Democrats clamor for consultation with President Bush before he fills a vacancy on the Supreme Court, while Republicans call for a new justice who will interpret the Constitution rather than read new rights into it.
Strictly speaking, neither side will be satisfied if that’s all they get.
Not the conservatives who drew two rebukes from Bush this week for their criticism of Attorney General Alberto Gonzales, a potential choice who would become the first Hispanic justice. His offense, from their point of view, includes a lawyerly observation that Roe v. Wade, the court’s landmark abortion rights case of 1973, is the “law of the land.”
And certainly not the Democrats, trying to define “consultation” as the selection of a “mainstream conservative,” or even a consensus candidate _ if one could be found.
Bush addressed both points last week within an hour or so of the announcement by Justice Sandra Day O’Connor that she would retire.
“I will continue to consult, as will my advisers, with members of the United States Senate,” the president said in remarks that seemed aimed in particular at Democrats.
Moments later, in what sounded like an attempt to reassure Republicans, he said he would consider candidates who “will faithfully interpret the Constitution and laws of our country.”
If contact amounts to consultation, Democrats are awash in it.
Bush dispatched White House counsel Harriet Miers to the Capitol to pay a courtesy call on Senate Democratic Leader Harry Reid of Nevada even before O’Connor announced her plans.
The president called Reid and Vermont Sen. Patrick Leahy, the top Democrat on the Judiciary Committee, the day O’Connor announced her retirement. White House Chief of Staff Andy Card has since called several Senate Democrats.
But phone calls and a bipartisan meeting at the White House aren’t going to cut it with the Democrats.
“I stand ready to work with President Bush to help him select a nominee to the Supreme Court who can unite Americans,” Leahy declared in mid-June, amid speculation that Chief Justice William Rehnquist would retire.
“To be meaningful, consultation should include who the president is really considering so we can give responsive and useful advice,” said Massachusetts Sen. Edward M. Kennedy, one of the Democrats on Card’s call list.
“As to whether or not there’s a knockdown, dragout fight on this is up to the president,” Reid said in Reno on Friday.
Liberal groups that customarily criticize Bush now try coaxing.

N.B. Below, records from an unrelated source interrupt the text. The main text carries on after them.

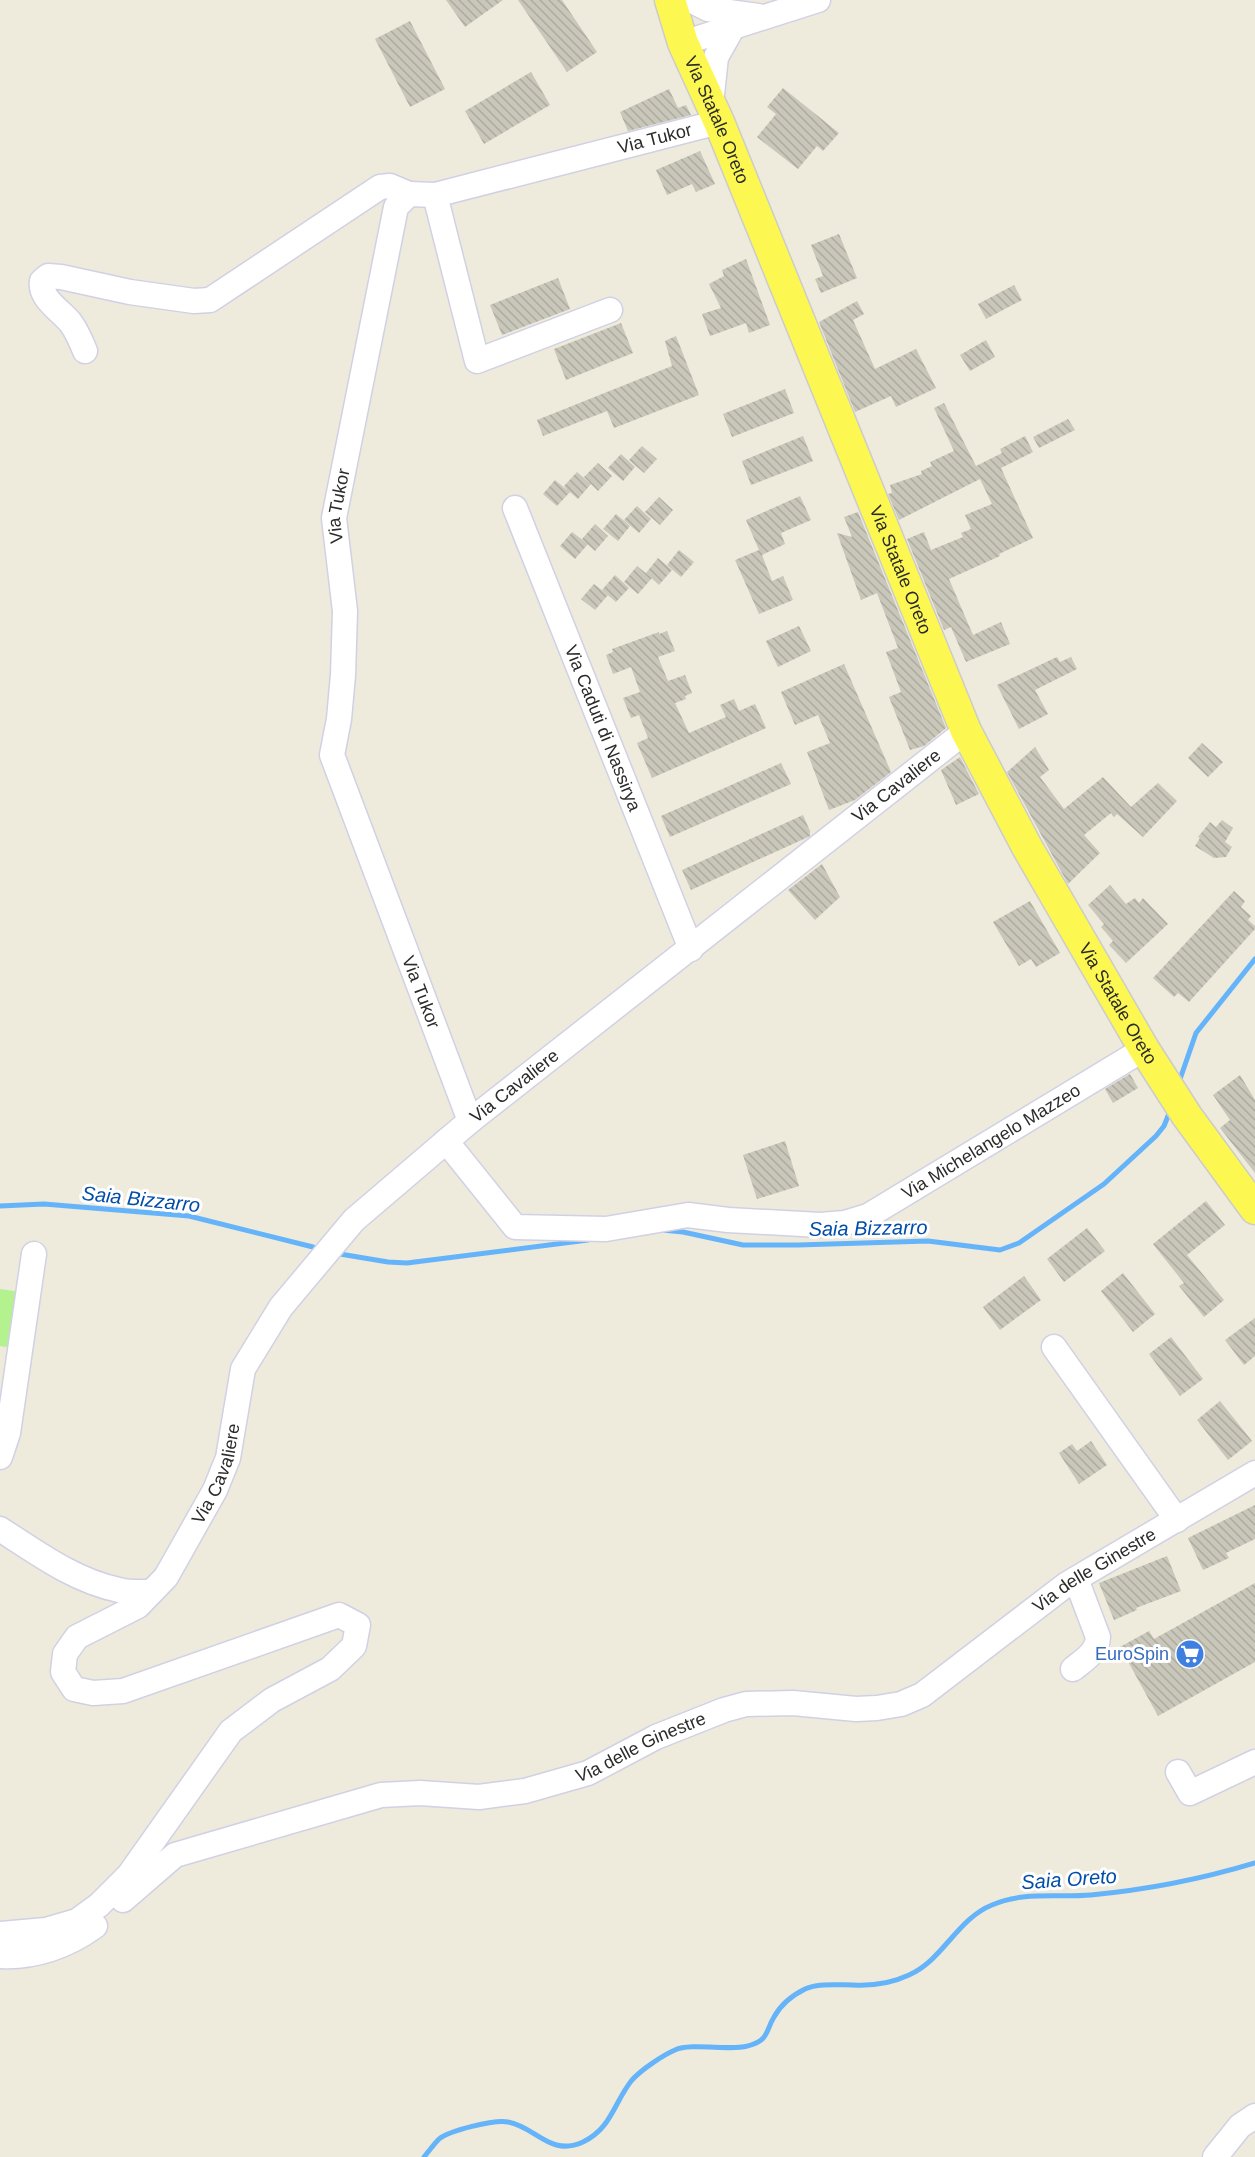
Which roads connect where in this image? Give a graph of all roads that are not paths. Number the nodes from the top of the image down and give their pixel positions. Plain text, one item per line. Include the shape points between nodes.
1 (654, 0) edge
2 (670, 0) edge
3 (690, 0) edge
4 (818, 0) edge
5 (766, 16) junction
6 (733, 27) junction
7 (682, 43) junction
8 (715, 113) junction
9 (409, 194) junction
10 (435, 195) junction
11 (609, 310) dead end
12 (86, 351) dead end
13 (515, 508) dead end
14 (966, 731) junction
15 (690, 949) junction
16 (1144, 1049) junction
17 (470, 1121) junction
18 (446, 1141) junction
19 (1255, 1209) edge
20 (34, 1254) dead end
21 (1054, 1347) dead end
22 (0, 1457) edge
23 (1255, 1473) edge
24 (1177, 1520) junction
25 (0, 1529) edge
26 (1076, 1579) junction
27 (151, 1592) junction
28 (1073, 1669) dead end
29 (1255, 1762) edge
30 (1178, 1772) dead end
31 (0, 1934) edge
32 (0, 1956) edge
33 (1255, 2115) edge
34 (1215, 2157) edge

1 - 7 main road
2 - 7 main road
3 - 5 street via 708,9
4 - 5 street
5 - 6 street
6 - 7 street
6 - 8 street via 716,57
7 - 8 main road, Via Statale Oreto
8 - 10 street, Via Tukor via 643,143
8 - 14 main road, Via Statale Oreto
9 - 10 street, Via Tukor
9 - 12 street via 390,186 380,187 210,300 130,292 48,276 41,287 45,296 79,335
9 - 17 street, Via Tukor via 396,207 334,518 345,611 343,675 332,755
10 - 11 street via 477,361
13 - 15 street, Via Caduti di Nassirya
14 - 15 street, Via Cavaliere
14 - 16 main road, Via Statale Oreto via 1027,847
15 - 17 street, Via Cavaliere
16 - 18 street, Via Michelangelo Mazzeo via 868,1216 845,1223 820,1225 688,1215 606,1229 515,1227
16 - 19 main road, Via Statale Oreto
17 - 18 street, Via Cavaliere
18 - 27 street, Via Cavaliere via 354,1220 280,1307 243,1369 228,1458 215,1490 166,1577
20 - 22 street via 8,1434
21 - 24 street
23 - 24 street, Via delle Ginestre
24 - 26 street, Via delle Ginestre
25 - 27 street via 95,1584 120,1591
26 - 28 street via 1098,1637 1092,1654
26 - 32 street, Via delle Ginestre via 922,1695 901,1704 856,1709 793,1703 746,1704 656,1737 588,1773 525,1791 479,1797 381,1795 175,1856 93,1928 51,1950 19,1957
27 - 31 street, Via Cavaliere via 138,1606 76,1637 65,1654 63,1672 74,1689 93,1693 123,1691 339,1615 358,1625 354,1646 330,1669 272,1700 231,1731 129,1875 99,1905 77,1921 46,1930
29 - 30 street via 1190,1793
33 - 34 street via 1240,2126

“Our effort is aimed at letting the White House know that there are millions and millions and millions of people who want him to use a process that produces a consensus nominee in the mold of Sandra Day O’Connor,” said Nancy Zirkin of the Leadership Conference on Civil Rights.

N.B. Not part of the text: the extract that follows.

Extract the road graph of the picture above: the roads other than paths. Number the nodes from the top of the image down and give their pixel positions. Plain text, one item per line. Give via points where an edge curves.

“She is conservative … at least is mindful of landmark decisions and settled law.”
Settled law, that is, that recognizes the right to an abortion, upholds affirmative action, maintains civil rights and generally preserves the status quo in other controversial areas where O’Connor often held the swing vote on a divided court.

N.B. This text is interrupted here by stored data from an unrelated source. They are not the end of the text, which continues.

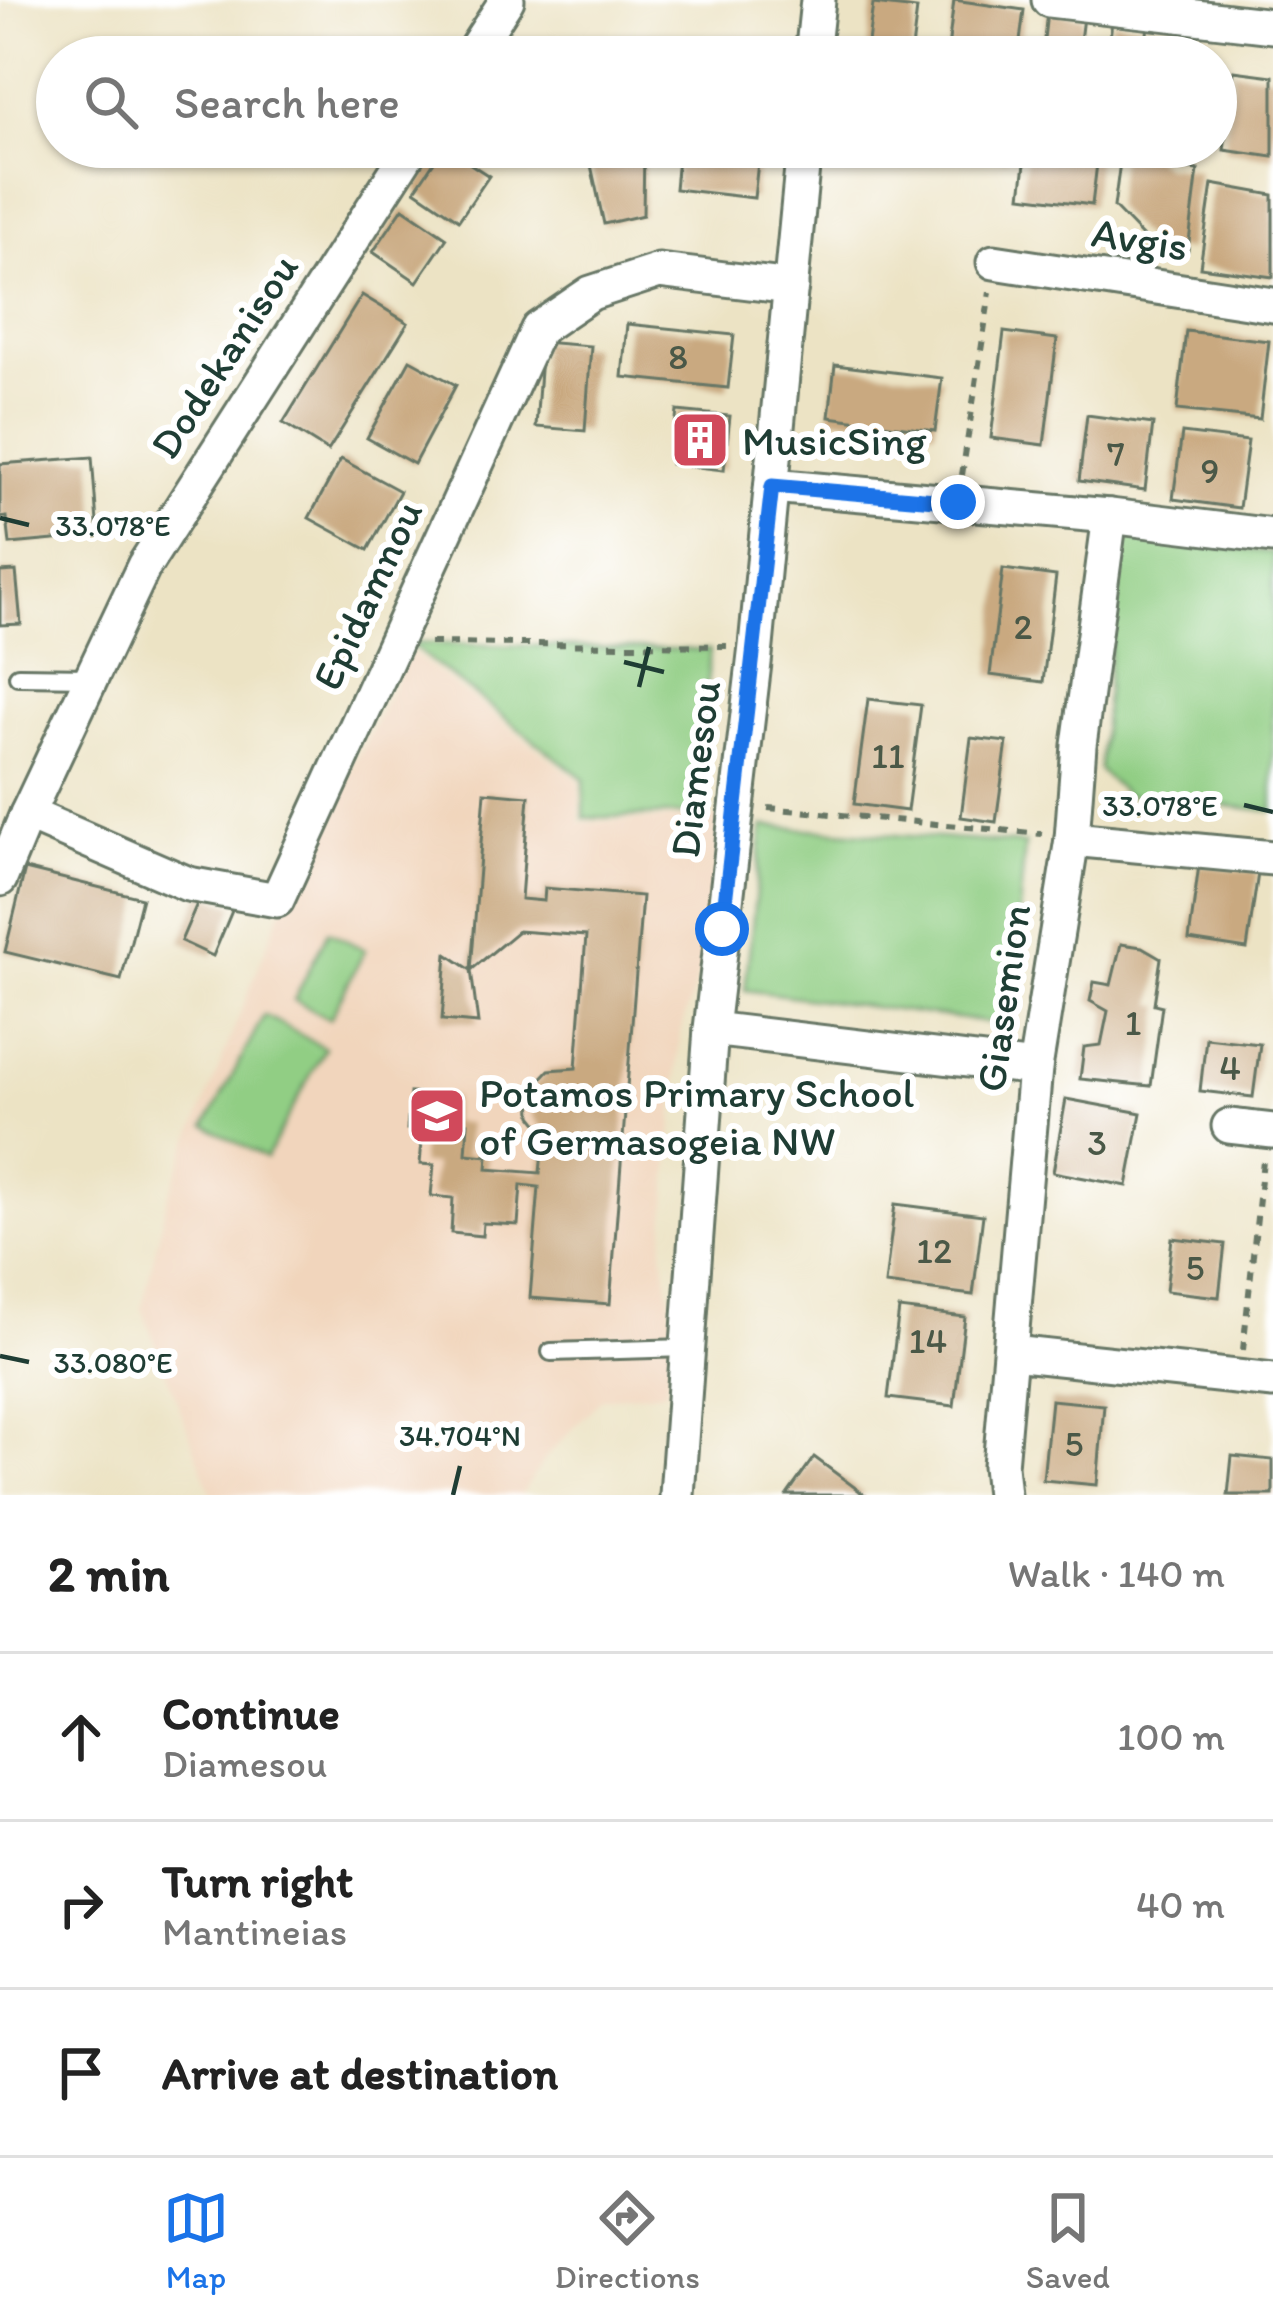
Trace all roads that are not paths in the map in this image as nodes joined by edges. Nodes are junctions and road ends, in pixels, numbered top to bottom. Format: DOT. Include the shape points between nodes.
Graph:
graph roads {
  1 [pos="507,0"];
  2 [pos="818,0"];
  3 [pos="1049,0"];
  4 [pos="1273,26"];
  5 [pos="484,36"];
  6 [pos="814,36"];
  7 [pos="399,168"];
  8 [pos="802,168"];
  9 [pos="994,262"];
  10 [pos="790,287"];
  11 [pos="1273,304"];
  12 [pos="772,486"];
  13 [pos="1110,516"];
  14 [pos="1273,536"];
  15 [pos="18,676"];
  16 [pos="91,677"];
  17 [pos="26,814"];
  18 [pos="1072,838"];
  19 [pos="1273,858"];
  20 [pos="0,879"];
  21 [pos="710,1028"];
  22 [pos="1035,1068"];
  23 [pos="1229,1126"];
  24 [pos="1270,1131"];
  25 [pos="687,1348"];
  26 [pos="551,1352"];
  27 [pos="1012,1353"];
  28 [pos="1257,1379"];
  29 [pos="677,1484"];
  30 [pos="1003,1495"];
  1 -- 5 [label="street"];
  2 -- 6 [label="street"];
  3 -- 4 [label="street"];
  7 -- 16 [label="street, Dodekanisou" via="144,566"];
  8 -- 10 [label="street, Diamesou"];
  9 -- 11 [label="street, Avgis"];
  10 -- 12 [label="street, Diamesou"];
  10 -- 17 [label="street, Epidamnou" via="659,272 591,293 538,329 277,900 188,884"];
  12 -- 13 [label="street"];
  12 -- 21 [label="street, Diamesou"];
  13 -- 14 [label="street"];
  13 -- 18 [label="street, Giasemion"];
  15 -- 16 [label="lane"];
  16 -- 17 [label="street, Dodekanisou"];
  17 -- 20 [label="street, Dodekanisou"];
  18 -- 19 [label="street"];
  18 -- 22 [label="street, Giasemion"];
  21 -- 22 [label="street"];
  21 -- 25 [label="street, Diamesou"];
  22 -- 27 [label="street, Giasemion"];
  23 -- 24 [label="street"];
  25 -- 26 [label="lane"];
  25 -- 29 [label="street, Diamesou"];
  27 -- 28 [label="street"];
  27 -- 30 [label="street, Giasemion"];
}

That may the best that Democratic senators and their allies can hope for.
But leaving settled law alone is hardly what abortion opponents and other conservatives outside the Senate have in mind.
“The Republican base, which worked hard to elect President Bush twice, does not think the Supreme Court should be stuck in the mentality of the 1960s,” said Wendy Long, counsel to the conservative Judicial Confirmation Network.
In a statement, she cited a “sorry line of judicial rulings” that includes “prohibiting school prayer, allowing the burning of the American flag, mandating same-sex marriage, protecting virtual child pornography on the Internet, upholding discriminatory racial preferences, taking the words ‘under God’ out of the Pledge of Allegiance, striking down states modest restrictions on late-term abortions.”
Abortion, an issue that divides the country politically like no other, is a particular point of contention.
“It is critical that President Bush make it clear to the American public that nominating someone who will ‘faithfully interpret the Constitution’ means nominating a person who will oppose the Roe v. Wade decision, a decision which was clearly judicial activism at its worst,” said Rev. Patrick J. Mahoney of the Christian Defense Coalition.
The official advice to Republican senators is to avoid all such talk.
“America needs judges who will apply the law as written, not make the law to advance a personal political agenda,” reads a set of talking points distributed to GOP aides within hours of O’Connor’s announcement.
It adds: “Nobody should be playing politics with the justice system.”
David Espo is AP’s chief congressional correspondent.